By Gina Gionfriddo
Directed by Trip Cullman
Reviewed by David Roberts
Theatre Reviews Limited
For six scenes, “Becky Shaw” unfolds in shadows – David Zinn’s dark grays, Stacey Derosier’s moody shafts of light illuminating secrets and lies. Then, in scene seven, everything floods with brightness: whites, creams, merciless clarity. It’s a design choice that mirrors Gina Gionfriddo’s thematic strategy – dragging uncomfortable truths into the light. “Unless you’re Gandhi or Jesus, you have a limited sphere of responsibility,” declares Max, the play’s pragmatic realist. “You have a plot of land.” But what if someone drowning grabs hold of your plot? In Trip Cullman’s pitch-perfect production, that question stays uncomfortable from first scene to final blackout.
Gionfriddo’s dark comedy interrogates obligation, damage, and who we owe. When well-meaning newlyweds Suzanna and Andrew set up a blind date between her pseudo-brother Max and his fragile coworker Becky Shaw, an armed robbery interrupts the evening. What follows is a vicious comedy of manners about whether damaged people can love, whether they should hide their damage, and whether good intentions matter when they enable manipulation. The tone is spot-on tragic comedy – the production earns both adjectives, often in the same breath.
If there’s a standout in this uniformly excellent ensemble, it’s Alden Ehrenreich’s Max. His performance is perfection. Ehrenreich refuses to play Max as simply an asshole – he’s a pragmatist and a realist who survived a broken childhood and, unbeknownst to him, was “bought” by Suzanna’s now-deceased father to prevent being sent away after his mother’s death. Ehrenreich makes you understand why Suzanna can’t quit him, why his ruthless competence feels like love to people who’ve never known stability. It’s a masterclass in making the unsympathetic devastatingly human.
Madeline Brewer’s Becky successfully earns the victim-to-manipulative-predator transition, and she does it subtly from the play’s beginning. Gionfriddo’s foreshadowing is well-crafted, and Brewer handles it with surgical precision. While Becky’s post-robbery trauma is believable, it’s already clear she’s a manipulator who easily seduces Andrew (an easily swayed and earnest Patrick Ball). Brewer never telegraphs the shift – she reveals what was there all along.
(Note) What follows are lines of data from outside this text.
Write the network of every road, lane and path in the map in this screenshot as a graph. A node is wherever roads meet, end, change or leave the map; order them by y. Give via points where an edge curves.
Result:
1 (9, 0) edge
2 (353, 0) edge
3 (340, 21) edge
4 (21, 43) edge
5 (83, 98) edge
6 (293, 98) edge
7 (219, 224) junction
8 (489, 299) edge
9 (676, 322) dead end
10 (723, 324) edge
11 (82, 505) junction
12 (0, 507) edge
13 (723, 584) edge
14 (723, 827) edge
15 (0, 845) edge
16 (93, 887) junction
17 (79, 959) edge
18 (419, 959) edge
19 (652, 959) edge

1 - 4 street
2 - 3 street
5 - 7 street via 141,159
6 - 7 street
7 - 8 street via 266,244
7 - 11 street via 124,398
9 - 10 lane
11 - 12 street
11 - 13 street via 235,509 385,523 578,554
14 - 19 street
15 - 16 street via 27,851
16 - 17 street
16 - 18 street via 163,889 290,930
Lauren Patten’s Suzanna and Linda Edmond’s Susan complete the ensemble with equal authenticity. These are actors who have achieved excellence in their craft on screen and on stage, and they prove in “Becky Shaw” that they’re comfortable in both media. The honesty and believability they bring to these damaged, damaging people is what makes the play work. When Andrew tells Suzanna, “Our problem is not Becky,” the line lands with devastating force because we’ve watched the deep family and relationship dysfunction that preceded it.
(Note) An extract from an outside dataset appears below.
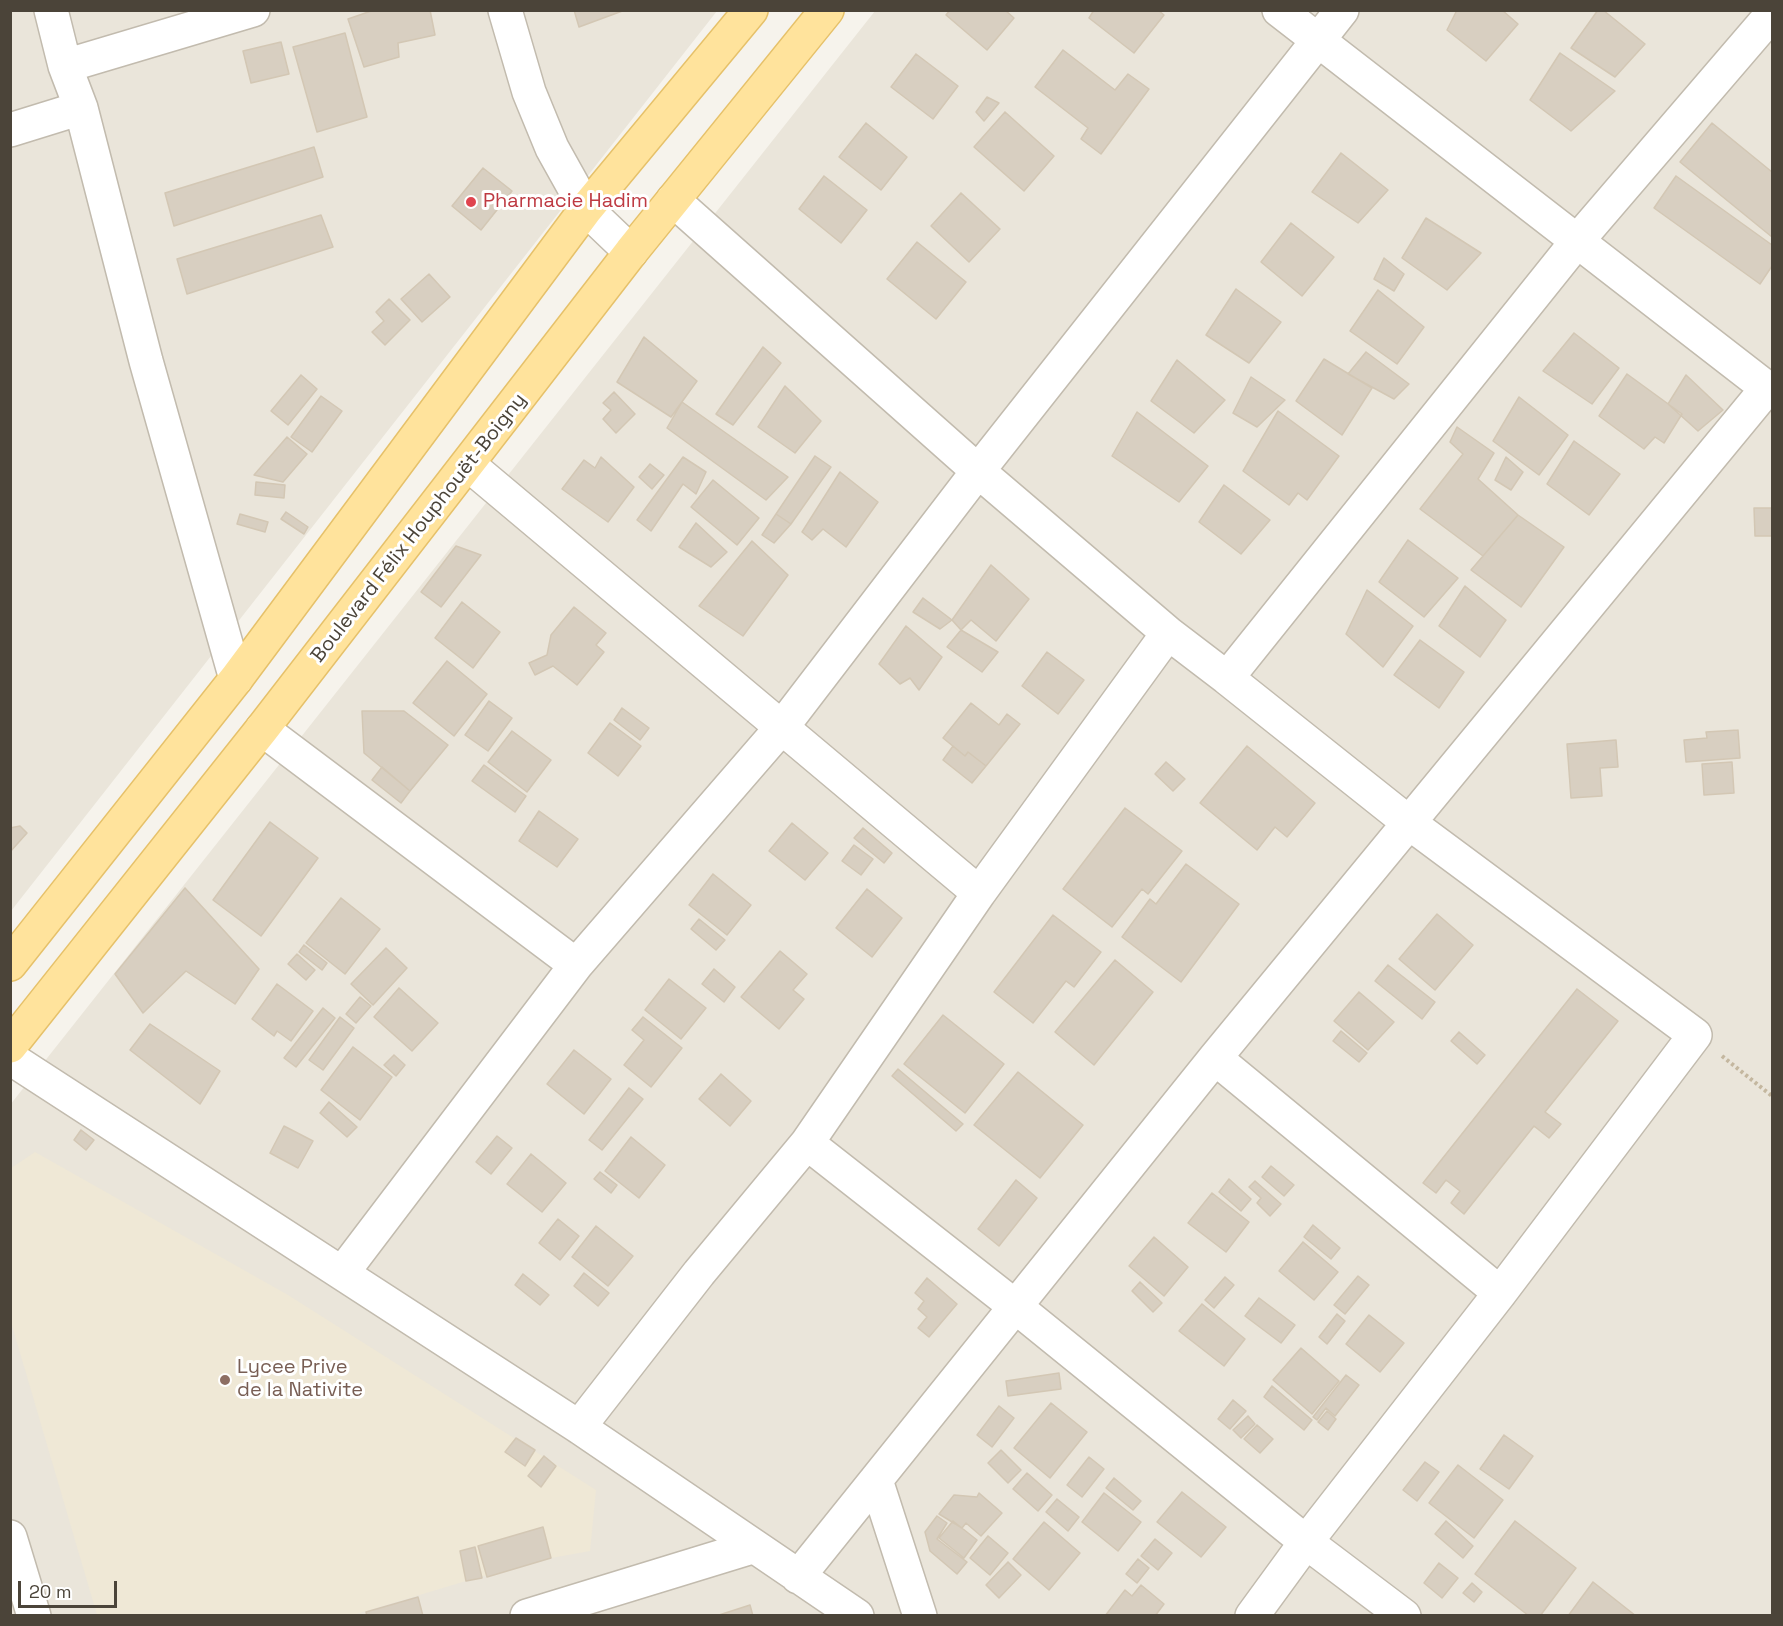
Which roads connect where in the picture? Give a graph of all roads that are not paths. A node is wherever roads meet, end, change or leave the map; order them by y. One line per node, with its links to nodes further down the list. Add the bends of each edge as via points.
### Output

The play handles race with unflinching clarity. Becky’s confession about “terrible racist feelings” after the holdup reveals itself as manipulation – it has nothing to do with her trauma and everything to do with weaponizing vulnerability. Susan’s racism, by contrast, is authentic and unforgivable, and Suzanna calls her on it in scene seven. The play doesn’t resolve these tensions; it simply illuminates them.
Trip Cullman’s direction is deft and graceful, moving the action forward with proper momentum. In an inspired choice, he allows the cast to assist with scene changes, scurrying around to avoid contact with moving set elements – this is particularly evident between the last two scenes. The action shifts quickly between comedy and tragedy, and Cullman and his cast handle both moods with perfect timing.
Zinn’s scenic design and Derosier’s lighting work in concert to chart the play’s movement from concealment to revelation. The first six scenes unfold in shades of dark gray, with drop-down black screens dividing the stage and shafts of light highlighting action and actors – illuminating the secrets and lies, especially Becky’s. The final scene in Susan’s Richmond home is bathed in bright light, the set rendered in whites and cream colors. Here in scene seven, everything “comes out” and truth is revealed. Kaye Voyce’s costumes and M.L. Dogg’s sound design contribute equally to the production’s sustained mood – every element calibrated to keep the audience off-balance.
The production remains uncomfortable throughout, maintaining Gionfriddo’s refusal to tell you who’s right or who to root for. Even in the final moments, when Becky takes slow steps toward Max just before the blackout, the production offers no comfort, no resolution – only the chilling recognition that damaged people find each other, and we can’t look away.
“Becky Shaw” is a must-see, a standout Broadway play in this current season. The 2008 setting doesn’t diminish the narrative’s total relevance – if anything, the questions about obligation and empathy feel more urgent now. This is a knife fight disguised as a dinner party, and Cullman’s production understands the assignment.